*WHAT TO WORK ON*: Pictures aside, repeat the listing below exactly.

- - - - - - -

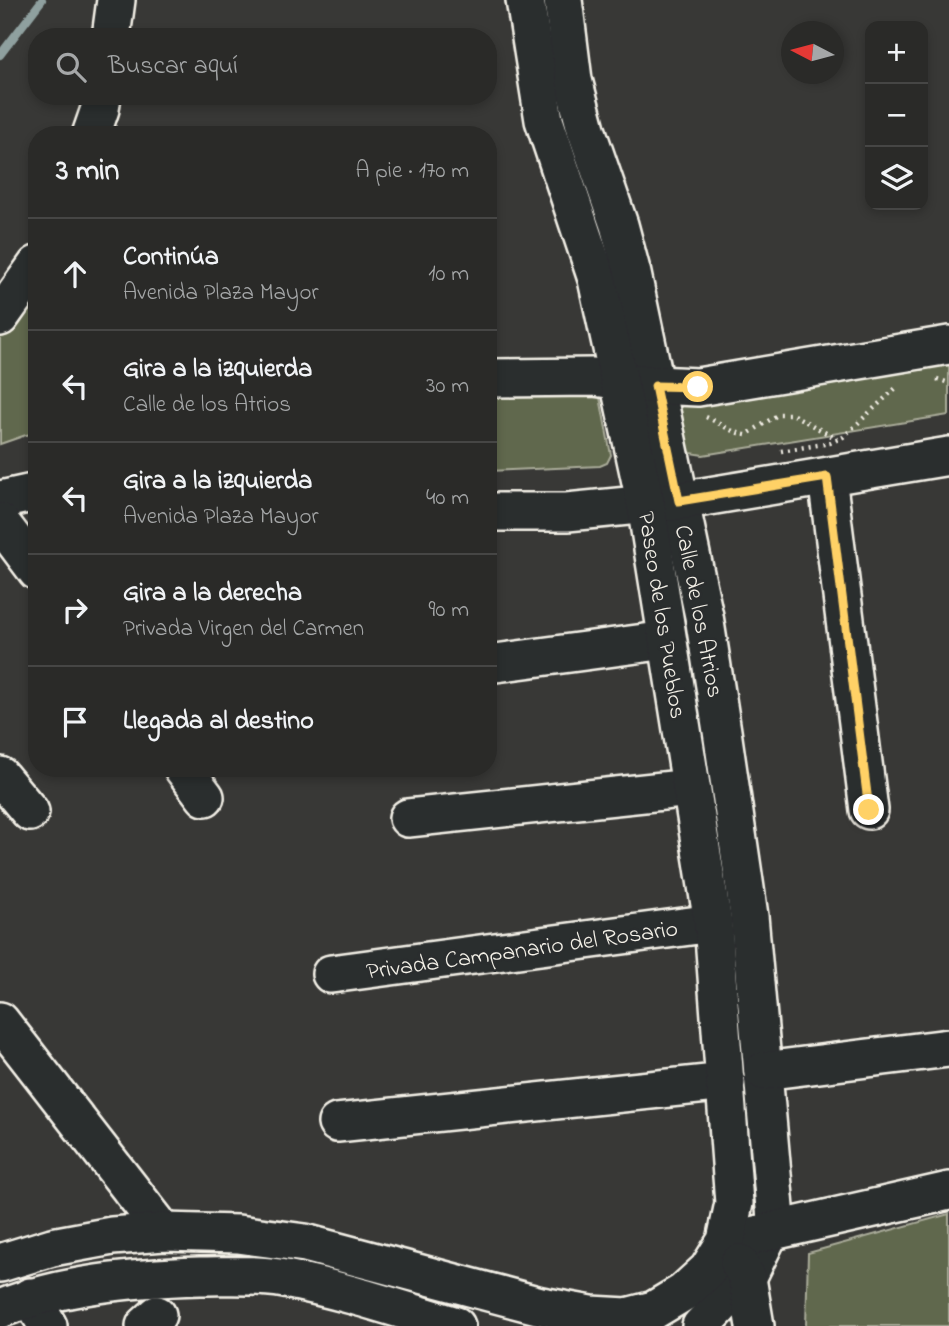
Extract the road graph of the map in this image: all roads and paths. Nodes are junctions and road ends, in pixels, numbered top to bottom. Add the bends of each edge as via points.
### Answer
1 (116, 0) edge
2 (525, 0) edge
3 (563, 0) edge
4 (112, 28) edge
5 (101, 105) edge
6 (94, 126) edge
7 (28, 278) edge
8 (0, 317) edge
9 (949, 345) edge
10 (497, 378) edge
11 (617, 379) junction
12 (924, 380) dead end
13 (949, 383) edge
14 (903, 384) dead end
15 (655, 386) junction
16 (703, 416) dead end
17 (837, 439) junction
18 (769, 454) dead end
19 (949, 456) edge
20 (827, 477) junction
21 (28, 494) edge
22 (0, 500) edge
23 (662, 503) junction
24 (497, 512) edge
25 (0, 522) edge
26 (28, 559) edge
27 (667, 640) junction
28 (497, 663) edge
29 (0, 776) edge
30 (190, 777) edge
31 (691, 788) junction
32 (205, 797) dead end
33 (869, 810) dead end
34 (30, 812) dead end
35 (408, 818) dead end
36 (713, 923) junction
37 (331, 974) dead end
38 (0, 1021) edge
39 (949, 1048) edge
40 (764, 1071) junction
41 (726, 1082) junction
42 (337, 1123) dead end
43 (949, 1191) edge
44 (164, 1232) junction
45 (769, 1233) junction
46 (726, 1241) junction
47 (0, 1263) edge
48 (747, 1278) junction
49 (26, 1311) edge
50 (456, 1326) edge
51 (701, 1326) edge
52 (755, 1326) edge

1 - 4 street
2 - 11 street, Paseo de los Pueblos via 544,120 597,279
3 - 15 street, Calle de los Atrios via 573,80 629,262
5 - 6 street
7 - 8 street
9 - 15 street via 698,387
10 - 11 street
11 - 15 street
11 - 23 street, Paseo de los Pueblos
12 - 13 path
14 - 17 path
15 - 23 street, Calle de los Atrios
16 - 17 path via 746,435 779,414 792,414
17 - 18 path
19 - 20 street
20 - 23 street
20 - 33 street
21 - 22 street
23 - 24 street via 567,512
23 - 27 street, Paseo de los Pueblos
23 - 40 street, Calle de los Atrios via 704,616 749,916
25 - 26 street
27 - 28 street
27 - 31 street, Paseo de los Pueblos
29 - 34 street
30 - 32 street
31 - 35 street
31 - 36 street, Paseo de los Pueblos
36 - 37 street, Privada Campanario del Rosario
36 - 41 street, Paseo de los Pueblos
38 - 44 street
39 - 40 street
40 - 45 street, Calle de los Atrios via 776,1219
41 - 42 street
41 - 46 street, Paseo de los Pueblos via 734,1202
43 - 45 street
44 - 46 street via 238,1234 305,1243 541,1306 626,1317 654,1310 684,1292 708,1270
44 - 47 street via 52,1247
45 - 46 street
45 - 48 street, Calle de los Atrios
46 - 48 street
48 - 51 street, Calle de los Atrios
48 - 52 street
49 - 50 street via 101,1283 236,1275 283,1279 341,1292

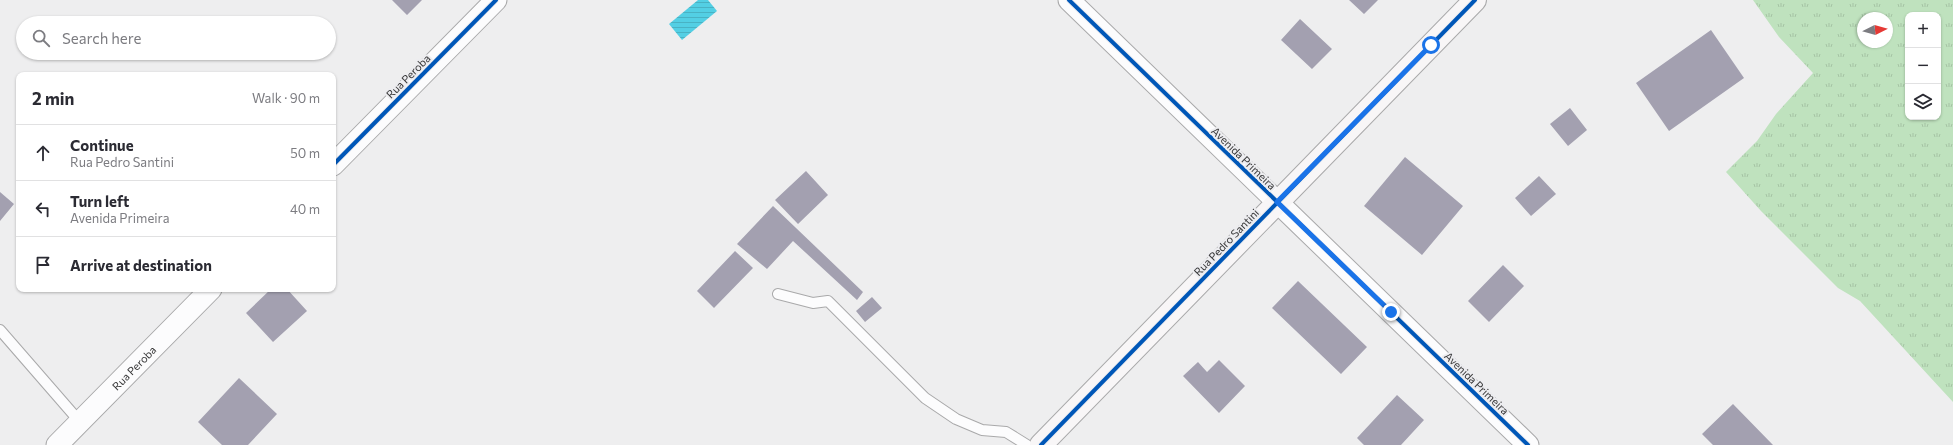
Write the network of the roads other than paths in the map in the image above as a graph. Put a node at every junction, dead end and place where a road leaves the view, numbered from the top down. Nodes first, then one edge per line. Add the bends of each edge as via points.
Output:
1 (496, 0) edge
2 (1068, 0) edge
3 (1475, 0) edge
4 (336, 162) edge
5 (1277, 202) junction
6 (207, 292) edge
7 (778, 294) dead end
8 (0, 330) edge
9 (80, 422) junction
10 (57, 445) edge
11 (1027, 445) edge
12 (1041, 445) edge
13 (1528, 445) edge

1 - 4 street, Rua Peroba
2 - 5 street, Avenida Primeira
3 - 5 street, Rua Pedro Santini
5 - 12 street, Rua Pedro Santini
5 - 13 street, Avenida Primeira
6 - 9 street, Rua Peroba
7 - 11 lane via 813,303 828,300 925,398 956,418 982,430 1006,432
8 - 9 lane
9 - 10 street, Rua Peroba

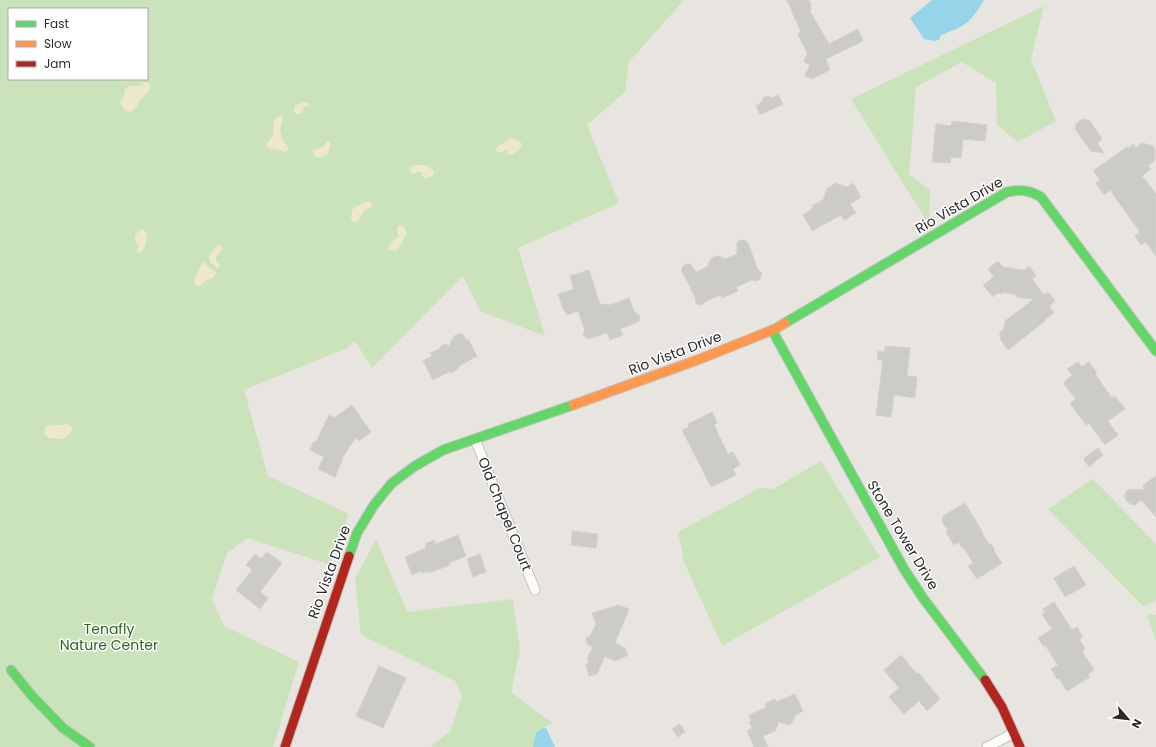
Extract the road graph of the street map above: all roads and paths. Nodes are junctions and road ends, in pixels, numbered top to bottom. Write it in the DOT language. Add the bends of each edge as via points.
graph roads {
  1 [pos="772,330"];
  2 [pos="1156,350"];
  3 [pos="475,439"];
  4 [pos="535,590"];
  5 [pos="11,670"];
  6 [pos="1014,733"];
  7 [pos="90,747"];
  8 [pos="285,747"];
  9 [pos="987,747"];
  10 [pos="1020,747"];
  1 -- 2 [label="street, Rio Vista Drive" via="1007,192 1026,190 1035,193 1047,204"];
  1 -- 3 [label="street, Rio Vista Drive" via="700,360"];
  1 -- 6 [label="street, Stone Tower Drive" via="904,568 923,598 984,678"];
  3 -- 4 [label="street, Old Chapel Court"];
  3 -- 8 [label="street, Rio Vista Drive" via="443,450 409,468 378,497 366,515 351,546"];
  5 -- 7 [label="street" via="63,728"];
  6 -- 9 [label="street"];
  6 -- 10 [label="street, Stone Tower Drive"];
}
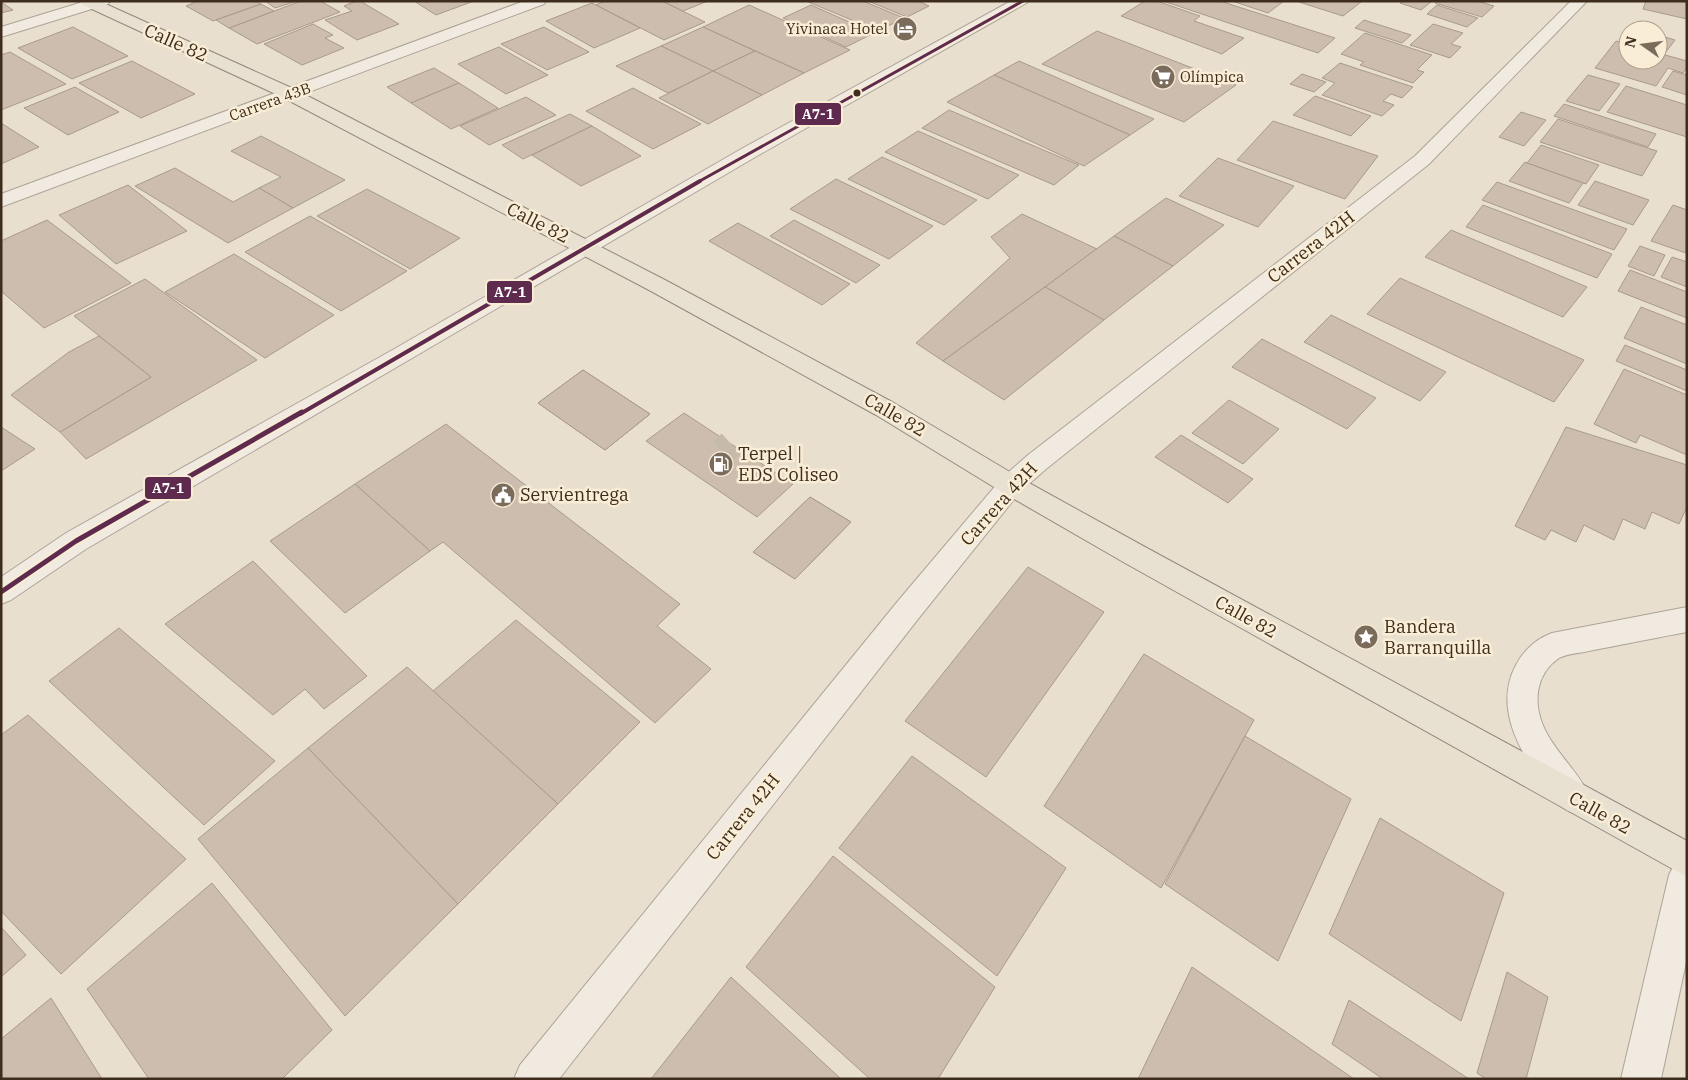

- - - - - - -

*WORKED SOLUTION*:
Extract the road graph of the map in this image: all roads and paths. Nodes are junctions and road ends, in pixels, numbered top to bottom. Add the bends of each edge as via points.
### Answer
1 (116, 0) edge
2 (525, 0) edge
3 (563, 0) edge
4 (112, 28) edge
5 (101, 105) edge
6 (94, 126) edge
7 (28, 278) edge
8 (0, 317) edge
9 (949, 345) edge
10 (497, 378) edge
11 (617, 379) junction
12 (924, 380) dead end
13 (949, 383) edge
14 (903, 384) dead end
15 (655, 386) junction
16 (703, 416) dead end
17 (837, 439) junction
18 (769, 454) dead end
19 (949, 456) edge
20 (827, 477) junction
21 (28, 494) edge
22 (0, 500) edge
23 (662, 503) junction
24 (497, 512) edge
25 (0, 522) edge
26 (28, 559) edge
27 (667, 640) junction
28 (497, 663) edge
29 (0, 776) edge
30 (190, 777) edge
31 (691, 788) junction
32 (205, 797) dead end
33 (869, 810) dead end
34 (30, 812) dead end
35 (408, 818) dead end
36 (713, 923) junction
37 (331, 974) dead end
38 (0, 1021) edge
39 (949, 1048) edge
40 (764, 1071) junction
41 (726, 1082) junction
42 (337, 1123) dead end
43 (949, 1191) edge
44 (164, 1232) junction
45 (769, 1233) junction
46 (726, 1241) junction
47 (0, 1263) edge
48 (747, 1278) junction
49 (26, 1311) edge
50 (456, 1326) edge
51 (701, 1326) edge
52 (755, 1326) edge

1 - 4 street
2 - 11 street, Paseo de los Pueblos via 544,120 597,279
3 - 15 street, Calle de los Atrios via 573,80 629,262
5 - 6 street
7 - 8 street
9 - 15 street via 698,387
10 - 11 street
11 - 15 street
11 - 23 street, Paseo de los Pueblos
12 - 13 path
14 - 17 path
15 - 23 street, Calle de los Atrios
16 - 17 path via 746,435 779,414 792,414
17 - 18 path
19 - 20 street
20 - 23 street
20 - 33 street
21 - 22 street
23 - 24 street via 567,512
23 - 27 street, Paseo de los Pueblos
23 - 40 street, Calle de los Atrios via 704,616 749,916
25 - 26 street
27 - 28 street
27 - 31 street, Paseo de los Pueblos
29 - 34 street
30 - 32 street
31 - 35 street
31 - 36 street, Paseo de los Pueblos
36 - 37 street, Privada Campanario del Rosario
36 - 41 street, Paseo de los Pueblos
38 - 44 street
39 - 40 street
40 - 45 street, Calle de los Atrios via 776,1219
41 - 42 street
41 - 46 street, Paseo de los Pueblos via 734,1202
43 - 45 street
44 - 46 street via 238,1234 305,1243 541,1306 626,1317 654,1310 684,1292 708,1270
44 - 47 street via 52,1247
45 - 46 street
45 - 48 street, Calle de los Atrios
46 - 48 street
48 - 51 street, Calle de los Atrios
48 - 52 street
49 - 50 street via 101,1283 236,1275 283,1279 341,1292

Write the network of the roads other than paths in the map in the image above as a graph. Put a node at every junction, dead end and place where a road leaves the view, numbered from the top down. Nodes first, then one edge per line. Add the bends of each edge as via points.
Output:
1 (496, 0) edge
2 (1068, 0) edge
3 (1475, 0) edge
4 (336, 162) edge
5 (1277, 202) junction
6 (207, 292) edge
7 (778, 294) dead end
8 (0, 330) edge
9 (80, 422) junction
10 (57, 445) edge
11 (1027, 445) edge
12 (1041, 445) edge
13 (1528, 445) edge

1 - 4 street, Rua Peroba
2 - 5 street, Avenida Primeira
3 - 5 street, Rua Pedro Santini
5 - 12 street, Rua Pedro Santini
5 - 13 street, Avenida Primeira
6 - 9 street, Rua Peroba
7 - 11 lane via 813,303 828,300 925,398 956,418 982,430 1006,432
8 - 9 lane
9 - 10 street, Rua Peroba

Extract the road graph of the street map above: all roads and paths. Nodes are junctions and road ends, in pixels, numbered top to bottom. Write it in the DOT language. Add the bends of each edge as via points.
graph roads {
  1 [pos="772,330"];
  2 [pos="1156,350"];
  3 [pos="475,439"];
  4 [pos="535,590"];
  5 [pos="11,670"];
  6 [pos="1014,733"];
  7 [pos="90,747"];
  8 [pos="285,747"];
  9 [pos="987,747"];
  10 [pos="1020,747"];
  1 -- 2 [label="street, Rio Vista Drive" via="1007,192 1026,190 1035,193 1047,204"];
  1 -- 3 [label="street, Rio Vista Drive" via="700,360"];
  1 -- 6 [label="street, Stone Tower Drive" via="904,568 923,598 984,678"];
  3 -- 4 [label="street, Old Chapel Court"];
  3 -- 8 [label="street, Rio Vista Drive" via="443,450 409,468 378,497 366,515 351,546"];
  5 -- 7 [label="street" via="63,728"];
  6 -- 9 [label="street"];
  6 -- 10 [label="street, Stone Tower Drive"];
}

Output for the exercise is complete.